This invention relates to storing digital data on mechanically-driven storage media, such as magnetic disks.
In a typical magnetic disk drive, several hard magnetic disks are mounted on a single rotating spindle. The storage space on each disk surface is organized in concentric tracks. The corresponding tracks on all of the disk surfaces form an imaginary cylinder. Each disk surface is served by a read/write head. All of the read/write heads can be moved together to any selected cylinder and can then store or retrieve data on the tracks that make up that cylinder.

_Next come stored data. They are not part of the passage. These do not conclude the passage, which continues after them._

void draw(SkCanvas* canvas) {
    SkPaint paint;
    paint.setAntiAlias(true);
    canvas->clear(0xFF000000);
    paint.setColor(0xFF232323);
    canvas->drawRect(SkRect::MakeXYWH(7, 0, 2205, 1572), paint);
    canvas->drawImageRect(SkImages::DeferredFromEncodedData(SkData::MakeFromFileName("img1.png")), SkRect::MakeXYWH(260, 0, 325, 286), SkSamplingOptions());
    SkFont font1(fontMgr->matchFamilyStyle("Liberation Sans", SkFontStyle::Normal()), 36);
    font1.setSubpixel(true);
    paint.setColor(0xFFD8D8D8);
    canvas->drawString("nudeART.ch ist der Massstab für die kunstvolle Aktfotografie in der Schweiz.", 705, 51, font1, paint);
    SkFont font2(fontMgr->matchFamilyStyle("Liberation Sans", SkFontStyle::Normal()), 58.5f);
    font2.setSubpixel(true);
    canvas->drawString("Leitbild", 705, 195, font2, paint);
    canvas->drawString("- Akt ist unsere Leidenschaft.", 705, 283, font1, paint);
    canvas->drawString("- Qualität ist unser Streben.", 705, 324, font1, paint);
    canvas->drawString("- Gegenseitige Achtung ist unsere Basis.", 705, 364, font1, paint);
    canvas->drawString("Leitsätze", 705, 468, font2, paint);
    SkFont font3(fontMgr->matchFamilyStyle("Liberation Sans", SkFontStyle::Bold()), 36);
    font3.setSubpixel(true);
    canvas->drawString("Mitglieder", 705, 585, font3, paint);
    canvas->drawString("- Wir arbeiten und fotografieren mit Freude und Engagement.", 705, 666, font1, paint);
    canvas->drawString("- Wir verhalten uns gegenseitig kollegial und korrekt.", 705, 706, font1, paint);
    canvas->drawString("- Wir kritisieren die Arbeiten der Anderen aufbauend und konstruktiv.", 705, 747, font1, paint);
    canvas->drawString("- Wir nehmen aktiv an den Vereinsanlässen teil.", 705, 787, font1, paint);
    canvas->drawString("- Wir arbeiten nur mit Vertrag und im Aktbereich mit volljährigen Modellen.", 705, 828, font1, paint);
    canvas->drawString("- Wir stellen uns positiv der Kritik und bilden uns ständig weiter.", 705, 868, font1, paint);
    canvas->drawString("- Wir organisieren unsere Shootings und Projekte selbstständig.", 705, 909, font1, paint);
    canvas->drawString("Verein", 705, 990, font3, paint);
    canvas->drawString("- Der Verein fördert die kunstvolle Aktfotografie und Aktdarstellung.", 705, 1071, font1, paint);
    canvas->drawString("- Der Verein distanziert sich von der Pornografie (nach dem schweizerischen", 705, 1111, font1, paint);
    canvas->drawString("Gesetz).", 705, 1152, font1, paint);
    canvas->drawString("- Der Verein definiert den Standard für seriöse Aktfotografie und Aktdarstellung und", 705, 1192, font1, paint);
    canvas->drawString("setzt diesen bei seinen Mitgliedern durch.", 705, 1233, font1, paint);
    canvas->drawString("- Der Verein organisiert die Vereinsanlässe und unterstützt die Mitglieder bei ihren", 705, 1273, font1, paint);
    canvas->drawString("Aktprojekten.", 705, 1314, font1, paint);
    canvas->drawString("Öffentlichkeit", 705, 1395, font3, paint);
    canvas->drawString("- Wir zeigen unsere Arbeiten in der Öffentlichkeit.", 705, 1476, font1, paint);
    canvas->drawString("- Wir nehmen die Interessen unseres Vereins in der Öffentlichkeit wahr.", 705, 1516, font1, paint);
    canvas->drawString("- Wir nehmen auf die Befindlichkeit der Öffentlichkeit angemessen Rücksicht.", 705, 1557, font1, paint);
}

Normally the magnetic disk drive is connected by a serial bus to a disk controller that, among other things, directs the read/write heads to move to the proper track, buffers data that is about to be stored on or has just been retrieved from the disk, assures that the data is stored or retrieved at the proper address, and performs serial error correction and detection on the data. Typically the disk controller serves a parallel input/output bus connected to a computer whose input/output port is, for example, 32 bits wide. Thirty-two bit words delivered over the bus are passed via the disk controller and serially loaded onto or retrieved from the disk drive. The throughput rate of the serial bus between the disk controller and the disk drive is roughly matched to the throughput rate of the parallel I/O bus between the computer and the disk controller.
In order to expand the total available storage space, multiple disk driver can be linked to a single controller in a daisy chain or star configuration.